5. “Para o interesse material do Império, deve ser revogado o monopólio da navegação costeira. Como o Brasil, é, e será por muito tempo, um país quase que exclusivamente agrícola, a navegação entre portos de escala deve ser aberta a todos os pavilhões”;

6. “O Rio Amazonas, com certas restrições, deve ser aberto ao comércio do mundo”; e,“finalmente, a burocracia exige a atenção da Assembléia Geral. Ela existe em grau extensíssimo, em todos os serviços públicos, a não ser o corpo legislativo do Império”.

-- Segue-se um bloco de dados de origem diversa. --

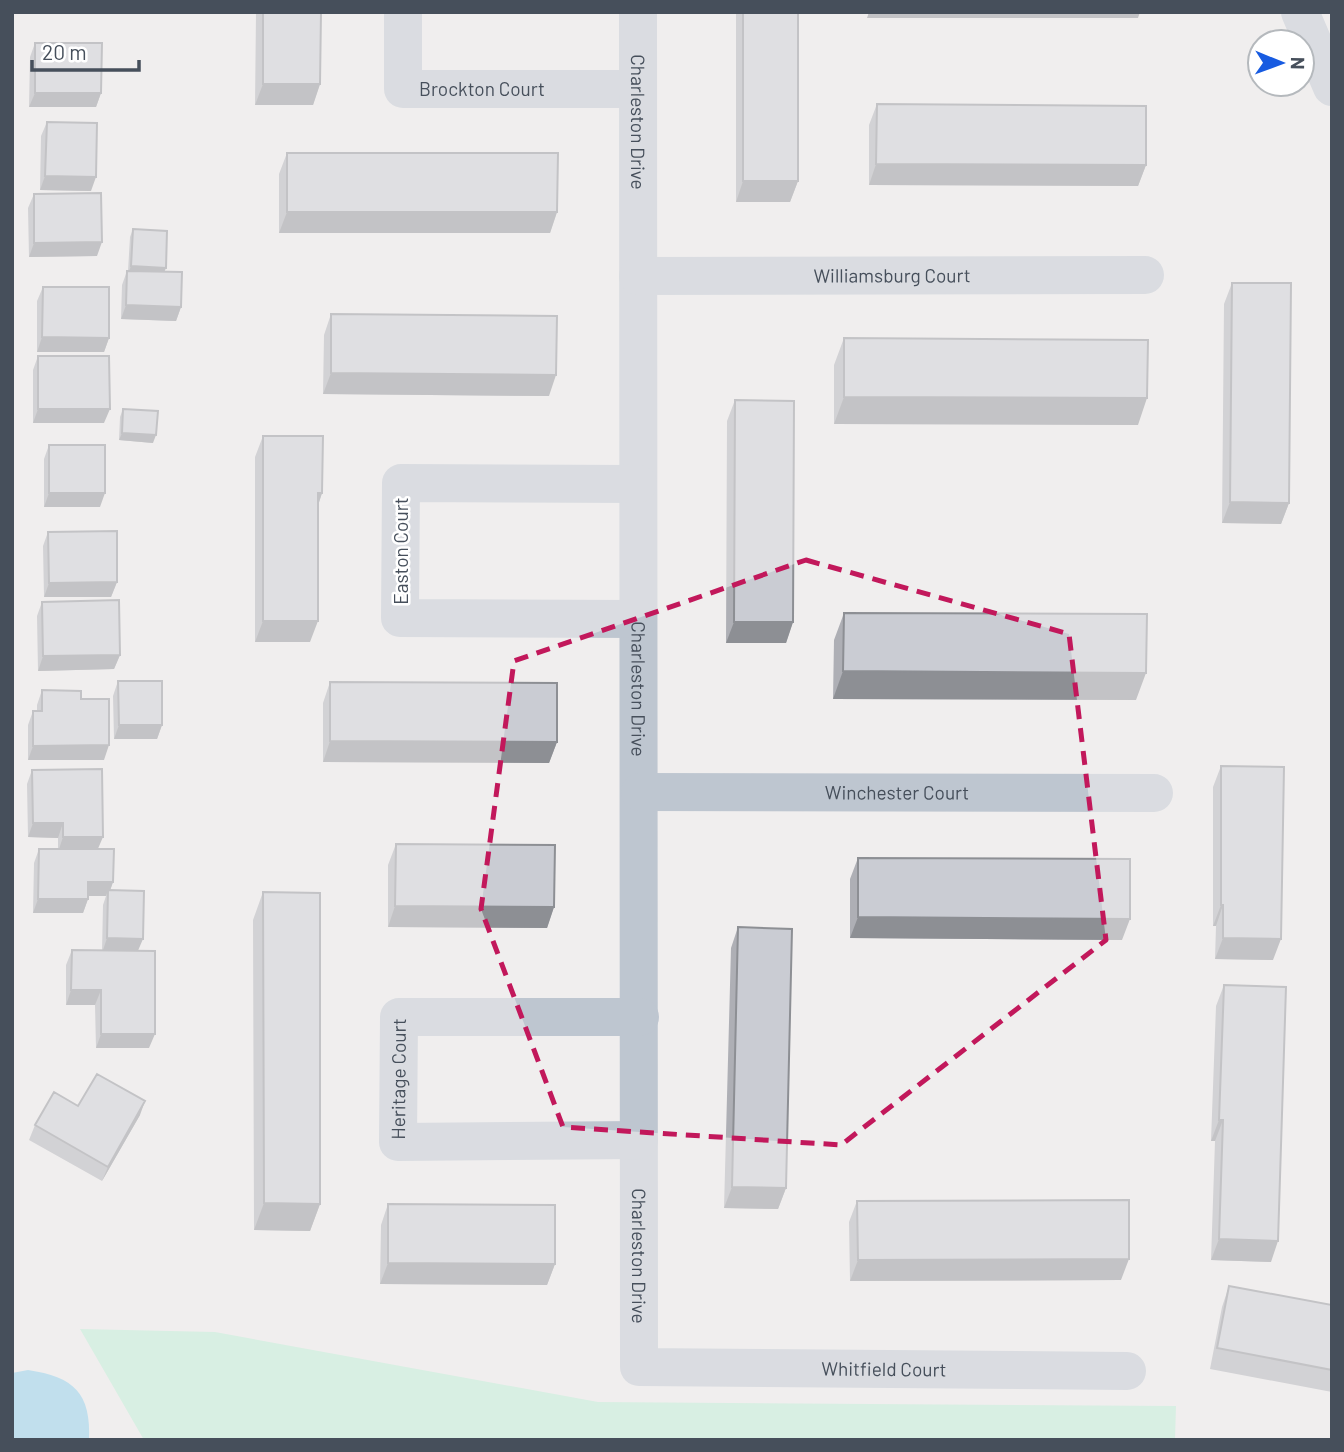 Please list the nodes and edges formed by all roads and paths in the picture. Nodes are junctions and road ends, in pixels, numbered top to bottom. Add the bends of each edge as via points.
1 (403, 12) edge
2 (638, 12) edge
3 (1300, 12) edge
4 (1332, 87) edge
5 (638, 89) junction
6 (1145, 275) dead end
7 (638, 276) junction
8 (638, 484) junction
9 (638, 619) junction
10 (640, 792) junction
11 (1154, 793) dead end
12 (640, 1017) junction
13 (639, 1140) junction
14 (639, 1367) joint
15 (1127, 1371) dead end

1 - 5 street, Brockton Court via 403,89
2 - 5 street, Charleston Drive
3 - 4 street
5 - 7 street, Charleston Drive
6 - 7 street, Williamsburg Court
7 - 8 street, Charleston Drive
8 - 9 street, Charleston Drive
8 - 9 street, Easton Court via 401,483 400,618
9 - 10 street, Charleston Drive
10 - 11 street, Winchester Court
10 - 12 street, Charleston Drive
12 - 13 street, Charleston Drive
12 - 13 street, Heritage Court via 399,1017 398,1142
13 - 14 street, Charleston Drive
14 - 15 street, Whitfield Court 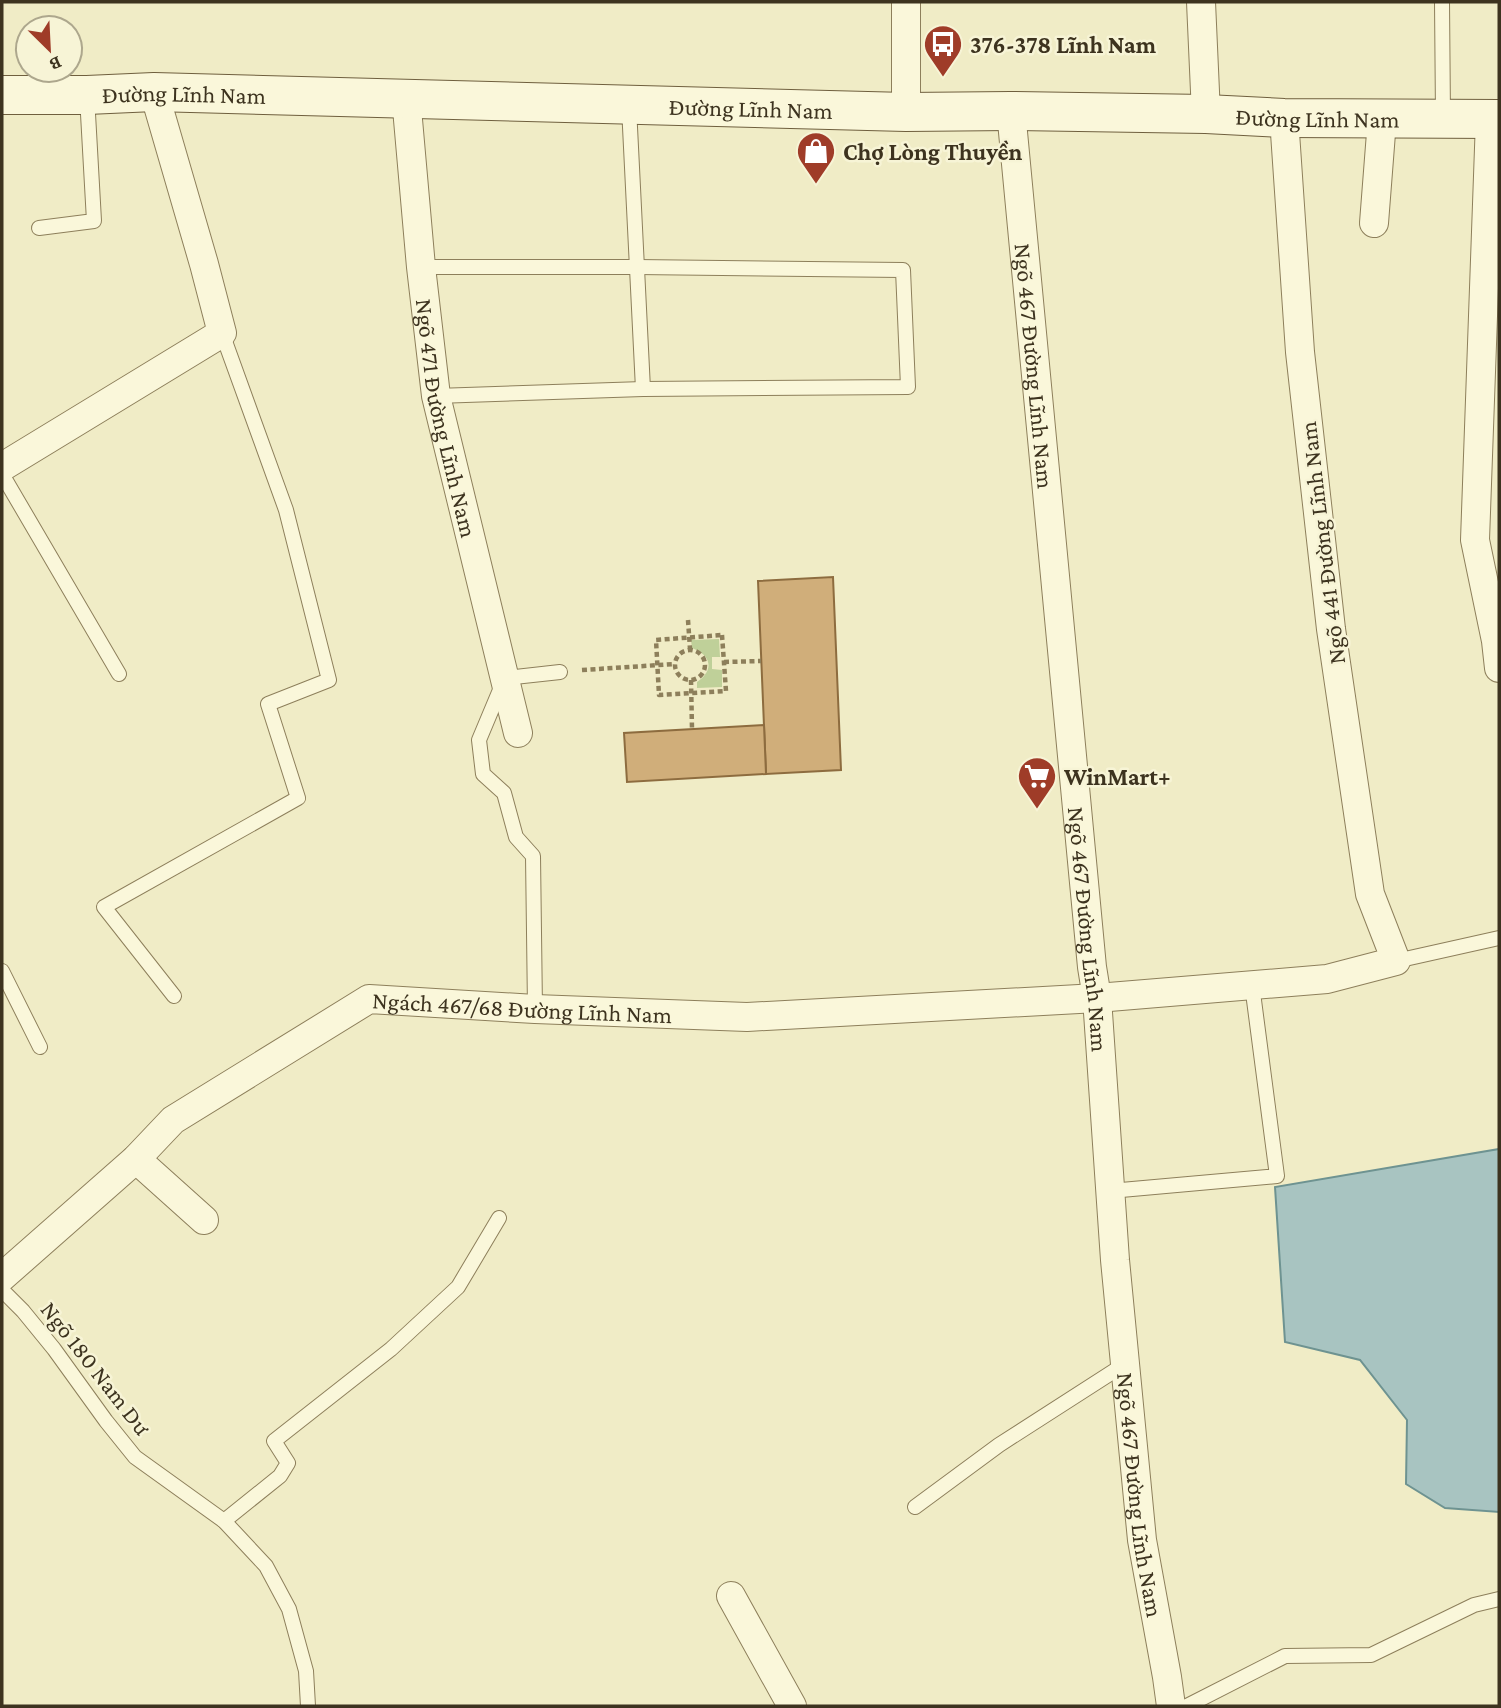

Como podemos observar, não há críticas ao sistema, somente elogios, e mesmo no caso de burocracia, os culpados, para eles, são os funcionários púb licos; os autores deixam transparecer que no corpo legislativo do Império isso não acontece. Mostra dessa dita “burocracia” misturada com negligência, percebe-se no relato inicial destas viagens, feito por Kidder (1941, p.1):

Desejando viajar descansado, procurei meu passaporte, vários dias antes da minha partida, na repartição conveniente. Uma das primeiras lições a ser aprendidas pelo viajante no Brasil, é ter paciência e conformidade com todas as formalidades existentes. Não importa quanto sejam absurdas as exigências, como, por exemplo, a de obter um passaporte para deixar a cidade do Rio de Janeiro em demanda das províncias, (onde nunca ele seria exigido), devemo-nos submeter a isso. Protestos motivaram apenas um dar de ombros do funcionário tomador de rapé, e ai de nós si a hora de fechar o escritório chega antes de se ter obtido o documento necessário. Para estar perfeitamente dentro da regra, o cidadão que parte ou o extrangeiro deve ter seu nome registrado na alfândega ou estampado em algum jornal, três dias antes de ser seu passaporte concedido, para que seus credores possas ter a oportunidade de conhecer seus passos.

No discurso de Kidder e Fletcher sobre o Brasil e os brasileiros, certamente não há críticas substanciais, apenas alguns ajustes necessários, de modo que pode perfeitamente ser considerado como pessoa bem-vinda em solo pátrio, independente de sua missão religiosa.